How to Engage with AURAK’s Programs
AURAK offers undergraduate and graduate programs that prepare students for careers in sustainable engineering, energy management, and environmental policy. The university’s School of Engineering and Computing provides hands‑on labs, industry internships, and research projects that mirror the challenges addressed in the hybrid plant study.
Explore AURAK’s Engineering Programs
Whether you’re interested in Chemical Engineering, Mechanical Engineering, or Electrical & Electronics Engineering, AURAK’s curriculum integrates sustainability principles into core courses.

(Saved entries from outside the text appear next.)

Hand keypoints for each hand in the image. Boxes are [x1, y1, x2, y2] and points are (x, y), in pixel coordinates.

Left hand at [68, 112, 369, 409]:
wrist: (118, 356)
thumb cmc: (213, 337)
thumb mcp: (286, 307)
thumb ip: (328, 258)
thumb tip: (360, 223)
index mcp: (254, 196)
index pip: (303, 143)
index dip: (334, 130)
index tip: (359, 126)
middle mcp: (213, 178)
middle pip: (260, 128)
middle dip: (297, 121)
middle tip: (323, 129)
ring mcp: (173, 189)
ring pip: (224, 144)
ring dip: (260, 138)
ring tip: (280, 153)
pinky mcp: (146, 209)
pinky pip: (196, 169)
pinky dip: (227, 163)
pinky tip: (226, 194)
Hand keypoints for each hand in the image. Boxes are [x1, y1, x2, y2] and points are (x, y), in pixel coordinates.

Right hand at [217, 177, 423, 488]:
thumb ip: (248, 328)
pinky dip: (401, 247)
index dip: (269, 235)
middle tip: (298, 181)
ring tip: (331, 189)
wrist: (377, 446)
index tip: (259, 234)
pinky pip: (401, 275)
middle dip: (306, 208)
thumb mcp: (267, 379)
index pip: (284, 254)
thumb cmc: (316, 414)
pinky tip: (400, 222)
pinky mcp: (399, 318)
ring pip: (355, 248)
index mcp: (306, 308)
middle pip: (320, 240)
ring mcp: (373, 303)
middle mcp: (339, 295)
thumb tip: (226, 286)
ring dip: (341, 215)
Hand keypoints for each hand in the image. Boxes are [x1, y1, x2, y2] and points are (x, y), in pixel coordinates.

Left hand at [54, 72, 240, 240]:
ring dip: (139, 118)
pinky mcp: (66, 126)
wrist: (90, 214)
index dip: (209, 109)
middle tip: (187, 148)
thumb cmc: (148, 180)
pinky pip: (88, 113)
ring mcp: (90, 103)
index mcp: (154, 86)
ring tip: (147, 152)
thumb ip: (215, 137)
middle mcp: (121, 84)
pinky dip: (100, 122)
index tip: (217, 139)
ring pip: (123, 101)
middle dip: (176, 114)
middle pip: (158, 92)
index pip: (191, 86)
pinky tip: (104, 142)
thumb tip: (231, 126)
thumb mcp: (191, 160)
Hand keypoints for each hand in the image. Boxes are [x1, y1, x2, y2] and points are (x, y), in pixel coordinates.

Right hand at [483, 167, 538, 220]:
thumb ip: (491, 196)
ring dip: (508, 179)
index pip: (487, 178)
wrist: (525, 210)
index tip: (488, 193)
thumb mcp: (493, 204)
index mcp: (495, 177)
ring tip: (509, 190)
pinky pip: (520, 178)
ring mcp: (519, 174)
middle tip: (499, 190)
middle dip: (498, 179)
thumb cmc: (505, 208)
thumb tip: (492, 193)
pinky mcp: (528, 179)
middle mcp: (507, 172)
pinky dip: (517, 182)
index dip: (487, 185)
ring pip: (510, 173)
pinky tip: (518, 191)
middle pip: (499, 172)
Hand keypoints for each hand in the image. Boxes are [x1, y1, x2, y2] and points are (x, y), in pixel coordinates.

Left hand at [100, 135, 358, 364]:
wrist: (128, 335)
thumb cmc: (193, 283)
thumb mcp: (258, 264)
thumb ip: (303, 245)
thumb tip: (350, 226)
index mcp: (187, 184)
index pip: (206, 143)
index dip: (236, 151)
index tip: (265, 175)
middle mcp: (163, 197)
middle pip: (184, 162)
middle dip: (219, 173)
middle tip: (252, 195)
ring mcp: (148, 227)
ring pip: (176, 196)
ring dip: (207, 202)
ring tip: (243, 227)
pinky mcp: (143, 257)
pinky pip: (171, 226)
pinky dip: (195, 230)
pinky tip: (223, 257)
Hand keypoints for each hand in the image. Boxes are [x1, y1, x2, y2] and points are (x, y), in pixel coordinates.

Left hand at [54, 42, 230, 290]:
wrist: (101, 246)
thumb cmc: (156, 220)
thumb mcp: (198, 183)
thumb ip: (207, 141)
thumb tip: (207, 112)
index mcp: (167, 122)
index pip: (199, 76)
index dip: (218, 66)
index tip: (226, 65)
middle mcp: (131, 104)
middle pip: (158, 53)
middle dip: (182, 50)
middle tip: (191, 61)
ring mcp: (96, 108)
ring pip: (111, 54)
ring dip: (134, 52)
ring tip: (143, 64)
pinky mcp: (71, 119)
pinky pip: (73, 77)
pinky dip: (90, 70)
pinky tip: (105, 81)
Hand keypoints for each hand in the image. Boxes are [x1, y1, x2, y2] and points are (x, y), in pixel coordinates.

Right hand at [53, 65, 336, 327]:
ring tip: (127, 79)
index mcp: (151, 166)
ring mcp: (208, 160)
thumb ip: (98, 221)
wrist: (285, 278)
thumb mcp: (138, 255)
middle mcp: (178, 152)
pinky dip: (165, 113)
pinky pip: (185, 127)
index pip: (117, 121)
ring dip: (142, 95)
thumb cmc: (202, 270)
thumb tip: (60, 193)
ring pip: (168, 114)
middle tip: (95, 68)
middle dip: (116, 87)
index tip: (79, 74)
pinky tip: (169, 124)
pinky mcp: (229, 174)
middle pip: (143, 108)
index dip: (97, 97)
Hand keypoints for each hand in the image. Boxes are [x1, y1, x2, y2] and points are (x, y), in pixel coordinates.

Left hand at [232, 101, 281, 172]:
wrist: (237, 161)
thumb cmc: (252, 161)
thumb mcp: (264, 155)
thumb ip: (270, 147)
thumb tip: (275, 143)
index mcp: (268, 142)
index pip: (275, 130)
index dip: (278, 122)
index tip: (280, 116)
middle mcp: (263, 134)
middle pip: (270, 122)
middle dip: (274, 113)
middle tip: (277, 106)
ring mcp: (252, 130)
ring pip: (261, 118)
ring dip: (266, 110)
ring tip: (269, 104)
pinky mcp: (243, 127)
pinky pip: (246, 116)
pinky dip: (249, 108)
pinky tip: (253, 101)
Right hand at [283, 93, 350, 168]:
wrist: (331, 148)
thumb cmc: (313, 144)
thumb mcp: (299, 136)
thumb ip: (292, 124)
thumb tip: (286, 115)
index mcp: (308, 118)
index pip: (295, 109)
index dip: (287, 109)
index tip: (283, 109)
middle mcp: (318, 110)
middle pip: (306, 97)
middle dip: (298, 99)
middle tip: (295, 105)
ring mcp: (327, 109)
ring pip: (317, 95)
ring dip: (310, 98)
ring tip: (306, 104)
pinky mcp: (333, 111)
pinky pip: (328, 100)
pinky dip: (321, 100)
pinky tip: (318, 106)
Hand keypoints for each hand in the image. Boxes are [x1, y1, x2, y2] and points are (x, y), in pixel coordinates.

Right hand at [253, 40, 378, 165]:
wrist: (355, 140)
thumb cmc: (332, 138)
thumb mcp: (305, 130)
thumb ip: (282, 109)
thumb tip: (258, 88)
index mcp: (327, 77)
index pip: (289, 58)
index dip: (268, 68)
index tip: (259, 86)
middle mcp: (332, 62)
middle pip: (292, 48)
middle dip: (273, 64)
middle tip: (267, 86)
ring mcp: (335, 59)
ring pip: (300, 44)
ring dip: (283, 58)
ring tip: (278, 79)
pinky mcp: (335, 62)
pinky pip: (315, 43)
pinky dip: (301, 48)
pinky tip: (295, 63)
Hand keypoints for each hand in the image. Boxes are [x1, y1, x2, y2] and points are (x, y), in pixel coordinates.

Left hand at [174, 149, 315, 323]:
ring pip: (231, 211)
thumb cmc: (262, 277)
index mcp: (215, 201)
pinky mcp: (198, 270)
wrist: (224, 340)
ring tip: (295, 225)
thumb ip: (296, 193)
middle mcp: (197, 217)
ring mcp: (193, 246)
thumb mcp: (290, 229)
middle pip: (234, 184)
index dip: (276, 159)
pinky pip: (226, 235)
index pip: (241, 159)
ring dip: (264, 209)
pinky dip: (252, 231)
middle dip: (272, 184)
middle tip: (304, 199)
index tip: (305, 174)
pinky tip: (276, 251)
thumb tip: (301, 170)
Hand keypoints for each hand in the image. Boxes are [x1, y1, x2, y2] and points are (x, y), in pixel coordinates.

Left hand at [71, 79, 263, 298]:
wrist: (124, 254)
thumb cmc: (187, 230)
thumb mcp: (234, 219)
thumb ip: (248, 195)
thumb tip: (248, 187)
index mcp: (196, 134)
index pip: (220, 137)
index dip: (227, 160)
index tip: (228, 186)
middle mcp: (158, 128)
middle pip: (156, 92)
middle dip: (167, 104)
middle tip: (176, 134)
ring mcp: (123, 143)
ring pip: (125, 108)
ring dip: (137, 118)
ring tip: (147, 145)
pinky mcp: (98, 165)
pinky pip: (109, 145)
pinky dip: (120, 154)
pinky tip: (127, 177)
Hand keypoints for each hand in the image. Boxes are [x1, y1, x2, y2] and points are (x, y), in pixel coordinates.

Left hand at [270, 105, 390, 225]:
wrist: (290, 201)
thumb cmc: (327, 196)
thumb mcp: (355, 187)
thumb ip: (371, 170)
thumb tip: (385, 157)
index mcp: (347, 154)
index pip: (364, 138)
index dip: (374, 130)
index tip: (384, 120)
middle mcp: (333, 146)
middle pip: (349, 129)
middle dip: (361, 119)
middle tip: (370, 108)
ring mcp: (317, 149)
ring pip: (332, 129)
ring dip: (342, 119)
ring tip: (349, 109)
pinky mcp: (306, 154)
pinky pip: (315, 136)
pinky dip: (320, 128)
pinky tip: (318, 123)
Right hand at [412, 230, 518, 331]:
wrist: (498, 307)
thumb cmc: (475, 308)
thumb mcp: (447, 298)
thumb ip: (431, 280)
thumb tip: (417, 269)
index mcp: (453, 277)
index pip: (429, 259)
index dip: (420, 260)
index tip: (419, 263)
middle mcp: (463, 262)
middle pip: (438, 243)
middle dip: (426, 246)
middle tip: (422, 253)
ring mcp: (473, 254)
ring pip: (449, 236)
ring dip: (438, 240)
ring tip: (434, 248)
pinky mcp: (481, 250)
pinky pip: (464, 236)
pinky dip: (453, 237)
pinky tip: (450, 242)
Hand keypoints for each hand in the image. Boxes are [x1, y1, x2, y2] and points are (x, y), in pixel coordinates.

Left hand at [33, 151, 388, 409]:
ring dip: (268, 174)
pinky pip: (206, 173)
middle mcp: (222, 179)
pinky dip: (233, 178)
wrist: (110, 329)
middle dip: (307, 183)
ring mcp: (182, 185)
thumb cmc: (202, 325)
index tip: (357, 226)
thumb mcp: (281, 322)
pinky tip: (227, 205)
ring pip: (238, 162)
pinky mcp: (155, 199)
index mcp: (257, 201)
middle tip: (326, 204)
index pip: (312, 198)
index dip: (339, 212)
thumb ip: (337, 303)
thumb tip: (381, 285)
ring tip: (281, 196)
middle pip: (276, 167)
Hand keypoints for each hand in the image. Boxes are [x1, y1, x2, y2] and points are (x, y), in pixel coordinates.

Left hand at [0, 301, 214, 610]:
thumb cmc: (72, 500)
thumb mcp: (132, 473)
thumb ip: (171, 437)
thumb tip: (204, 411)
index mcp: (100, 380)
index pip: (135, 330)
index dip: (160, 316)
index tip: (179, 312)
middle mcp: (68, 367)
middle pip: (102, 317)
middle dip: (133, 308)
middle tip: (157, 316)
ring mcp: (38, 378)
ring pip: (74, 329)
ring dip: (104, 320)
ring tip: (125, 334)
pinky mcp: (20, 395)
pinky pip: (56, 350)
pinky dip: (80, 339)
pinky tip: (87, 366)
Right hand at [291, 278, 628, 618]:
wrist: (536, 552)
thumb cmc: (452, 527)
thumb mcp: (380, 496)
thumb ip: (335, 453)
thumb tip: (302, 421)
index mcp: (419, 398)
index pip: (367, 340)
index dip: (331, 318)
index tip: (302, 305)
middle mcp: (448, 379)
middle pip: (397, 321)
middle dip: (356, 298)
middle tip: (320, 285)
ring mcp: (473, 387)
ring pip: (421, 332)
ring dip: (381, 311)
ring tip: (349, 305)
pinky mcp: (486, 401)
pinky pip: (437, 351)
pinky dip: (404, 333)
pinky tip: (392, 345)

Students gain experience with real‑time data analytics, AI‑driven optimization, and renewable energy systems.
Next Steps for Prospective Students and Industry Partners
To capitalize on the momentum generated by this study, stakeholders can take the following actions:
- Submit your application today to join AURAK’s next cohort of engineering students.
- Schedule a free consultation with our admissions team to discuss how AURAK’s programs align with your career goals.
- Join our upcoming webinar on sustainable energy solutions and learn how hybrid plants can transform the UAE’s power sector.
- Contact us for more information on research collaborations and internship opportunities.
- Explore AURAK’s graduate programs in Sustainable and Renewable Energy to deepen your expertise.
Conclusion
The 27 % CO₂ reduction achieved by the hybrid gas‑turbine plant is more than a scientific milestone; it is a blueprint for the UAE’s transition to cleaner, more efficient power generation. AURAK’s contribution to this breakthrough underscores the university’s role as a leader in sustainable engineering research and education. By enrolling in AURAK’s programs, students and professionals can become part of the solution that drives the region toward a greener future.